The former synagogue (the oldest in New York City) was the setting for the annual fundraiser for the oldest writers colony in the US. The evening featured a tribute to the longtime Yaddo supporter Pat Towers, the venerable editor who has helped countless writers throughout her distinguished career. Good vibes all around as many a Tin House favorite was in the house, including Amy Hempel, Jim and Karen Shepard, and Jo Ann Beard.

Skrillex: Man of Letters

May 18
Bamboozle Festival, Asbury Park, New Jersey
23,000 barely clad people on the beach for a music festival? Sure, why not? Did I mention I was taking my thirteen year-old? We were there to see Skrillex. Really. In the seven preceding hours, there were a lot of red-faced screamo bands, all equally bad.

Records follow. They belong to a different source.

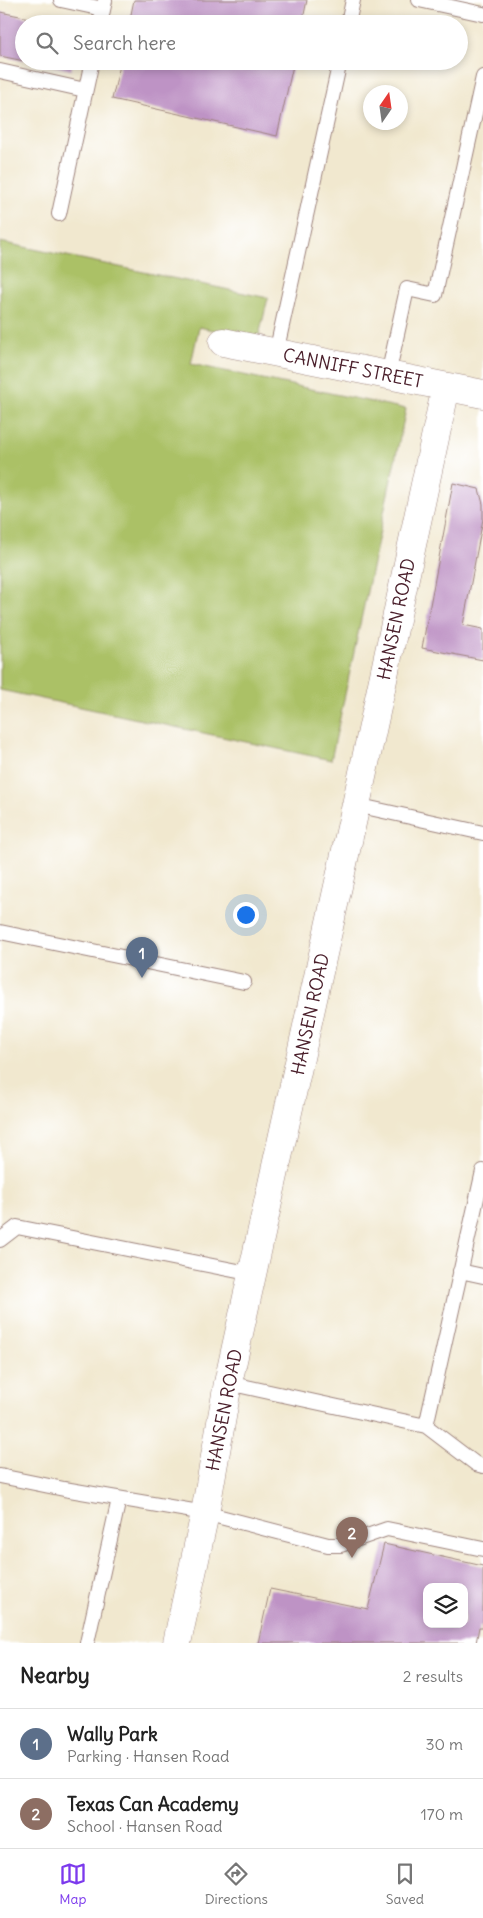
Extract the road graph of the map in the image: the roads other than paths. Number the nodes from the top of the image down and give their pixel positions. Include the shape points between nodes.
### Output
1 (60, 0) edge
2 (353, 0) edge
3 (419, 0) edge
4 (104, 5) edge
5 (483, 14) edge
6 (350, 15) edge
7 (0, 70) edge
8 (90, 70) edge
9 (338, 70) edge
10 (483, 77) edge
11 (85, 90) junction
12 (59, 214) dead end
13 (222, 342) dead end
14 (276, 353) junction
15 (388, 375) junction
16 (446, 386) junction
17 (483, 394) edge
18 (356, 805) junction
19 (483, 833) edge
20 (0, 932) edge
21 (244, 982) dead end
22 (483, 1171) edge
23 (480, 1198) edge
24 (0, 1240) edge
25 (460, 1271) junction
26 (252, 1274) junction
27 (483, 1276) edge
28 (228, 1383) junction
29 (426, 1426) junction
30 (483, 1466) edge
31 (0, 1476) edge
32 (119, 1498) junction
33 (205, 1513) junction
34 (483, 1549) edge
35 (86, 1643) edge
36 (177, 1643) edge

1 - 4 lane
2 - 6 lane
3 - 5 lane
7 - 11 lane
8 - 11 lane
9 - 14 lane
10 - 15 lane via 435,296 407,289
11 - 12 lane
13 - 14 street, CANNIFF STREET
14 - 15 street, CANNIFF STREET
15 - 16 street, CANNIFF STREET
16 - 17 street, CANNIFF STREET
16 - 18 street, HANSEN ROAD
18 - 19 lane
18 - 26 street, HANSEN ROAD
20 - 21 lane
22 - 23 lane
23 - 25 lane
24 - 26 lane via 17,1227
25 - 27 lane
25 - 29 lane
26 - 28 street, HANSEN ROAD
28 - 29 lane
28 - 33 street, HANSEN ROAD
29 - 30 lane
31 - 32 lane
32 - 33 lane
32 - 35 lane
33 - 34 lane via 328,1545 341,1545 387,1528
33 - 36 street, HANSEN ROAD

The DJ stage opposite the main stage actually had a few interesting acts, including David Garibaldi, who paints portraits to music why dancing around the stage. We were driven there by a truly tedious set by white misogynist rapper Mac Miller. In order to be close up for Skrillex we endured sixty minutes of the resurrected Incubus, the 90s band which is a cross between Sting and Stone Temple Pilots, equal parts bombast and pretention. Skrillex, on the other hand, was relentless goofy fun. Subtle he is not, but hard to argue with twenty thousand people jumping up and down for an hour and a half.

May 19
Lit Crawl Brooklyn
Having been Bamboozled, I was running on fumes, but luckily Science Issue contributors Michelle Legro and Rachel Riederer, with an assist from Tin House editor Emma Komlos-Hrobsky, pulled out a fun Science-based trivia challenge that packed the Braven Head Tavern. Despite it being the thirteenth and last stop on the Lit Crawl, people did remarkably well answering Michelle and Rachel’s fiendish questions. As everyone retired to Local 61 for the post-crawl party, I had just enough energy to glow with a little Brooklyn literary pride.